From 94c6a4aa85e7d98e9b532b330f30783315f4334b Mon Sep 17 00:00:00 2001
From: Vinayakumar B <vinayakumarb@apache.org>
Date: Wed, 22 Jul 2015 10:25:49 +0530
Subject: [PATCH] HADOOP-12017. Hadoop archives command should use configurable
 replication factor when closing (Contributed by Bibin A Chundatt)

---
 .../hadoop-common/CHANGES.txt                 |  3 +++
 .../apache/hadoop/tools/HadoopArchives.java   | 21 +++++++++------
 .../src/site/markdown/HadoopArchives.md.vm    |  2 +-
 .../hadoop/tools/TestHadoopArchives.java      | 26 ++++++++++++-------
 4 files changed, 33 insertions(+), 19 deletions(-)

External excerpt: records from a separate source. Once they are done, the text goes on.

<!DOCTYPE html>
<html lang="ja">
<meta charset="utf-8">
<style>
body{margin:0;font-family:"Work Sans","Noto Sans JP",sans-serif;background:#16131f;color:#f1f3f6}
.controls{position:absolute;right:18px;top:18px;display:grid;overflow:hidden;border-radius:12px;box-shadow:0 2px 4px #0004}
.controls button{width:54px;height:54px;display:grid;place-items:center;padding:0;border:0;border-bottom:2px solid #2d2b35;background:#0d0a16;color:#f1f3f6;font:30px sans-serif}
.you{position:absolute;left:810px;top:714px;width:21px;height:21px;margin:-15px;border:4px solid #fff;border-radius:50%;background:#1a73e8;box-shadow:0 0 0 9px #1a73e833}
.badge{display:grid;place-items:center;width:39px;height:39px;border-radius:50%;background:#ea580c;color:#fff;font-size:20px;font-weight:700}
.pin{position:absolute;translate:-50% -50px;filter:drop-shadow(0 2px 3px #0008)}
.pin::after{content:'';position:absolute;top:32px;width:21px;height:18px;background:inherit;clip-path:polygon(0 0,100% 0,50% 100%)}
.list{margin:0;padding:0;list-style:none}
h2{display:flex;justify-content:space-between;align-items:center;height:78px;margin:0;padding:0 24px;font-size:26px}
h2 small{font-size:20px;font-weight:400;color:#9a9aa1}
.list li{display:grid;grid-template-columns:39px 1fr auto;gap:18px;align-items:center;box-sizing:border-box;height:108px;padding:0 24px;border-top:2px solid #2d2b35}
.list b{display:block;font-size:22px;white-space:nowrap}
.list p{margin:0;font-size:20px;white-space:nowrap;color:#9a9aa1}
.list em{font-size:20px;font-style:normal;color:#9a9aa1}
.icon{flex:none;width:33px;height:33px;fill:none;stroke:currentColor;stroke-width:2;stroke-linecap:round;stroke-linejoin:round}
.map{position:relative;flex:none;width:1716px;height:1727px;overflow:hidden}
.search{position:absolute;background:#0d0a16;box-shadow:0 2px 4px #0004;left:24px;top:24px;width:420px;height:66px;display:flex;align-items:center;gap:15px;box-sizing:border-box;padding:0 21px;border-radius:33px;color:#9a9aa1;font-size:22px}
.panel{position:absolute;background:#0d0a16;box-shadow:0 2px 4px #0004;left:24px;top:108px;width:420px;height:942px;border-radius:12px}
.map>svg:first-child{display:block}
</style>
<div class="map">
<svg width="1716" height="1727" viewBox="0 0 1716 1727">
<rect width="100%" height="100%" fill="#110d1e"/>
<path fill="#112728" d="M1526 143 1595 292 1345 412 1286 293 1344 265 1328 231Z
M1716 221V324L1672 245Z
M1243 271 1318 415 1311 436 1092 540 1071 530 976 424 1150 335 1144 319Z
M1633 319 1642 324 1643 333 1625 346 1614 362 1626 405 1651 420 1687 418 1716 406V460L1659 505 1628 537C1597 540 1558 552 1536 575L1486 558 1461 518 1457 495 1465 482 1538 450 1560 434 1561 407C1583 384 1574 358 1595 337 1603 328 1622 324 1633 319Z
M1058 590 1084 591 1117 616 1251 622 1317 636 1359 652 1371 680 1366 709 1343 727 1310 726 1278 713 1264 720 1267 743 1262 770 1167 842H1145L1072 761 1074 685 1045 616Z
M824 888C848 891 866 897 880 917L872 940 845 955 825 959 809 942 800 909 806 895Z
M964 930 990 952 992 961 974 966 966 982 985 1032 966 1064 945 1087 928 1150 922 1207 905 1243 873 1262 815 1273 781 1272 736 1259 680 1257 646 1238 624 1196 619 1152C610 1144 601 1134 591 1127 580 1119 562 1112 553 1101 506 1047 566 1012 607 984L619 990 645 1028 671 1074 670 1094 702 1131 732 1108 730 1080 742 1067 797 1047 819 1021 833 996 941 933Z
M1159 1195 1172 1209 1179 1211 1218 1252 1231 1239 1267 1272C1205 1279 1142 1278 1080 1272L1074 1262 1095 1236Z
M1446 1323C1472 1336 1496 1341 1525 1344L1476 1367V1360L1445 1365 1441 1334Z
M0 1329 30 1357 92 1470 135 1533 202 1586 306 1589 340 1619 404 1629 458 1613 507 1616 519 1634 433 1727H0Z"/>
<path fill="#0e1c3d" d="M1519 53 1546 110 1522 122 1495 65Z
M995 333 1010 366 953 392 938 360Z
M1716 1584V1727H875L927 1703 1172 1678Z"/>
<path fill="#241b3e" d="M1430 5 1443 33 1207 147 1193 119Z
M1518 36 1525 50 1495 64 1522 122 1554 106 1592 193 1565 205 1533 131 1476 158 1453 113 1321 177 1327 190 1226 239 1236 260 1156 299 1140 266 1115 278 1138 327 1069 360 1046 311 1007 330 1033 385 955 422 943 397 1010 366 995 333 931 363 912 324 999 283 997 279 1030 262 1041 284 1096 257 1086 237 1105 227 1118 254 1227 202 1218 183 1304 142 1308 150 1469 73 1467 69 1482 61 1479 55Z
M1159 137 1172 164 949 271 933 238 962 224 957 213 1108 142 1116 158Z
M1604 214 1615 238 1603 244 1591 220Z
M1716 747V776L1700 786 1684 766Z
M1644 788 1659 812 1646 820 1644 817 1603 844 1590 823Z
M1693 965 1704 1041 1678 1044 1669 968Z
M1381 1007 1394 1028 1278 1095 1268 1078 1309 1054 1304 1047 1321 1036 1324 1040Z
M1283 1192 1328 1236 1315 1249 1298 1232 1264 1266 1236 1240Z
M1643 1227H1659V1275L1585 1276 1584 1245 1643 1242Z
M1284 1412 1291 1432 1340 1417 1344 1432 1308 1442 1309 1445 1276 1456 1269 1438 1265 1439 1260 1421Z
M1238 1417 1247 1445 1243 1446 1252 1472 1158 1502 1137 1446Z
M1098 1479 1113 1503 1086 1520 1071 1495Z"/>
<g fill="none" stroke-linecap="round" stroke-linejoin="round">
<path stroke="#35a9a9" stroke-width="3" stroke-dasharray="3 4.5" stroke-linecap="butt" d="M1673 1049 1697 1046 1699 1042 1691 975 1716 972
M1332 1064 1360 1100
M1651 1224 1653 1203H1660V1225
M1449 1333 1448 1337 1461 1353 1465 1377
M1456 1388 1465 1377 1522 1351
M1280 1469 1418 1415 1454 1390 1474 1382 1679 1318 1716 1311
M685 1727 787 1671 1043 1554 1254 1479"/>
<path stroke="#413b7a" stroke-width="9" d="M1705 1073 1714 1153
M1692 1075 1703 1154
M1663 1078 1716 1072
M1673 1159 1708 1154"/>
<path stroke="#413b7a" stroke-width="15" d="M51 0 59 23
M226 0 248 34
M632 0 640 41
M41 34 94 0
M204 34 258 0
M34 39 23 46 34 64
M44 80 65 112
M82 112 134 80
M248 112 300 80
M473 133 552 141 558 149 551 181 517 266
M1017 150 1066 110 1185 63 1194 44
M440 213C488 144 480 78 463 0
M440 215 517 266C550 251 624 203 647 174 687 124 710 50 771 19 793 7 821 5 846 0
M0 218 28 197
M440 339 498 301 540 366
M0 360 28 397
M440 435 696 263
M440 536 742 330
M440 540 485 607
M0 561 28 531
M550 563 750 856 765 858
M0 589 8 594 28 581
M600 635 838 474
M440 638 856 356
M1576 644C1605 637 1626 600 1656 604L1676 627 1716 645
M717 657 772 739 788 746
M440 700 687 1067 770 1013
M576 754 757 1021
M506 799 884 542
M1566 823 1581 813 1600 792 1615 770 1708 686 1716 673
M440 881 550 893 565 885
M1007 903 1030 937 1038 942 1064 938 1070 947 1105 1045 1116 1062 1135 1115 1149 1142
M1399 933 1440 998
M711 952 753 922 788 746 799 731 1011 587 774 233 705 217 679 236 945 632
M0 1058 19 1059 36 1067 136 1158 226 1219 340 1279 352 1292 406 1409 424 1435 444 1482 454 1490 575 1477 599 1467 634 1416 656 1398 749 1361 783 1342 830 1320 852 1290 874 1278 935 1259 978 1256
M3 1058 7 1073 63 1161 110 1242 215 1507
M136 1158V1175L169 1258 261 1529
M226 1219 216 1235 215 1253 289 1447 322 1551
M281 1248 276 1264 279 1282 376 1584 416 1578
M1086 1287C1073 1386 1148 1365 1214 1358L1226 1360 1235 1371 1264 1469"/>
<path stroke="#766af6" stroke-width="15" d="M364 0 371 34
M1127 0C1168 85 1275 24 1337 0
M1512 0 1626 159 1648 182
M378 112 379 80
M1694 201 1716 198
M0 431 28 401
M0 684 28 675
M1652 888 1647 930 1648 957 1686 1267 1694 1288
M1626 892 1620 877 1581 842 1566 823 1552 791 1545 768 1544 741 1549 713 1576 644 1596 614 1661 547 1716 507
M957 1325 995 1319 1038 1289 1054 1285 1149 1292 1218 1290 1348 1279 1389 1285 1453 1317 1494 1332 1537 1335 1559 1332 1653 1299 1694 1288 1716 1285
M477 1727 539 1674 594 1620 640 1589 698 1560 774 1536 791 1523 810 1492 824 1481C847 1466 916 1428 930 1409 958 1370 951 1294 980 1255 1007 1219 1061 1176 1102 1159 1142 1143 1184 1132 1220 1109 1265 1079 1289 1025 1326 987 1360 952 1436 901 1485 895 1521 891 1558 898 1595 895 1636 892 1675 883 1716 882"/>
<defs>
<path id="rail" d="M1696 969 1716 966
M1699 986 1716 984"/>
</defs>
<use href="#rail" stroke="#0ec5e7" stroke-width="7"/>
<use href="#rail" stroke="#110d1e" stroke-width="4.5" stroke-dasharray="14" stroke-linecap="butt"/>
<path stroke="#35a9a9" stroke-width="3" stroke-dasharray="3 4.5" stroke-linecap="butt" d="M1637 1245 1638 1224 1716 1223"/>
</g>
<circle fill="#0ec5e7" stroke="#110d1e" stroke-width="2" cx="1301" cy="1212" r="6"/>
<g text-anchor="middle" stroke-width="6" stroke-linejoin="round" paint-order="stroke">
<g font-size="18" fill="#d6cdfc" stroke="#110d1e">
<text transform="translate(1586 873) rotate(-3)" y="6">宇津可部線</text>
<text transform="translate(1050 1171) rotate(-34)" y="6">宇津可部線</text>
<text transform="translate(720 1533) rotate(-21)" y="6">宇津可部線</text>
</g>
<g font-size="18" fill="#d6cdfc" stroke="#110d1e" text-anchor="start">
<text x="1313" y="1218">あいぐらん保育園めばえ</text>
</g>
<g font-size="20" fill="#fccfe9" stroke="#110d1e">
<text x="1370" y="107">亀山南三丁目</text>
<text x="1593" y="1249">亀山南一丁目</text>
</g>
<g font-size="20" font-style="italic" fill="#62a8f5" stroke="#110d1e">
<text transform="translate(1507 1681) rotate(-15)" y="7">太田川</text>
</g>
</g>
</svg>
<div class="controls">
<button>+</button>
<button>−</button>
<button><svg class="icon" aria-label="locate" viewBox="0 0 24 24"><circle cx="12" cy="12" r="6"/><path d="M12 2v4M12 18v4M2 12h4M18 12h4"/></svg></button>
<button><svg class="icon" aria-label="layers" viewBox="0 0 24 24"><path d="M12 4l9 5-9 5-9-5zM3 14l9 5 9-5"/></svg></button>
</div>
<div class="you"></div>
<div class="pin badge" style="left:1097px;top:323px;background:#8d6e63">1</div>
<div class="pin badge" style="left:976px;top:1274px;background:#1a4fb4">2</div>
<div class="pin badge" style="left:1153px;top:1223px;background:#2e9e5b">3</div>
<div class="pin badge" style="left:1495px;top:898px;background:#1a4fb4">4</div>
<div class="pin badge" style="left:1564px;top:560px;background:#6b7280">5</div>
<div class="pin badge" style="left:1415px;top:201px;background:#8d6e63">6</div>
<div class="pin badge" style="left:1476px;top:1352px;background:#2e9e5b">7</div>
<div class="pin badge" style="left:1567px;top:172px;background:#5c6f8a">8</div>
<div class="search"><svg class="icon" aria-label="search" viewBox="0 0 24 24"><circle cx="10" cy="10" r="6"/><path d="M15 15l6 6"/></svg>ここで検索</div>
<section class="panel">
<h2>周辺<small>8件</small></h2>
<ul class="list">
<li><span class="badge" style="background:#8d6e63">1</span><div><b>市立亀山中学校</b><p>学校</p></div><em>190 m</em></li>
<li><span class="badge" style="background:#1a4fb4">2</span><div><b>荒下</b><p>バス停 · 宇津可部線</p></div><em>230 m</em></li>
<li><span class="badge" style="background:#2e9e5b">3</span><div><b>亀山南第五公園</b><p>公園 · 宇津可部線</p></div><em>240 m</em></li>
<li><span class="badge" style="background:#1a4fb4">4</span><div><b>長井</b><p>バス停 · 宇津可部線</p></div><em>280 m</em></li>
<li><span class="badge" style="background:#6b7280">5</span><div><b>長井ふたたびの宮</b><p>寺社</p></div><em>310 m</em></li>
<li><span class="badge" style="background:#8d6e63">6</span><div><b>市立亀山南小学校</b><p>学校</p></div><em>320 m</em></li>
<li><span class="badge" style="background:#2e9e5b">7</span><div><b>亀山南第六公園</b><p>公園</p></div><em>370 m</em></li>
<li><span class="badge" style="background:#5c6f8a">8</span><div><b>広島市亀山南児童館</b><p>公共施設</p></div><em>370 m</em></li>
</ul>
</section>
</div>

diff --git a/hadoop-common-project/hadoop-common/CHANGES.txt b/hadoop-common-project/hadoop-common/CHANGES.txt
index 5b51bce6876..3d101d4f5ae 100644
--- a/hadoop-common-project/hadoop-common/CHANGES.txt
+++ b/hadoop-common-project/hadoop-common/CHANGES.txt
@@ -992,6 +992,9 @@ Release 2.8.0 - UNRELEASED
     HADOOP-12051. ProtobufRpcEngine.invoke() should use Exception.toString()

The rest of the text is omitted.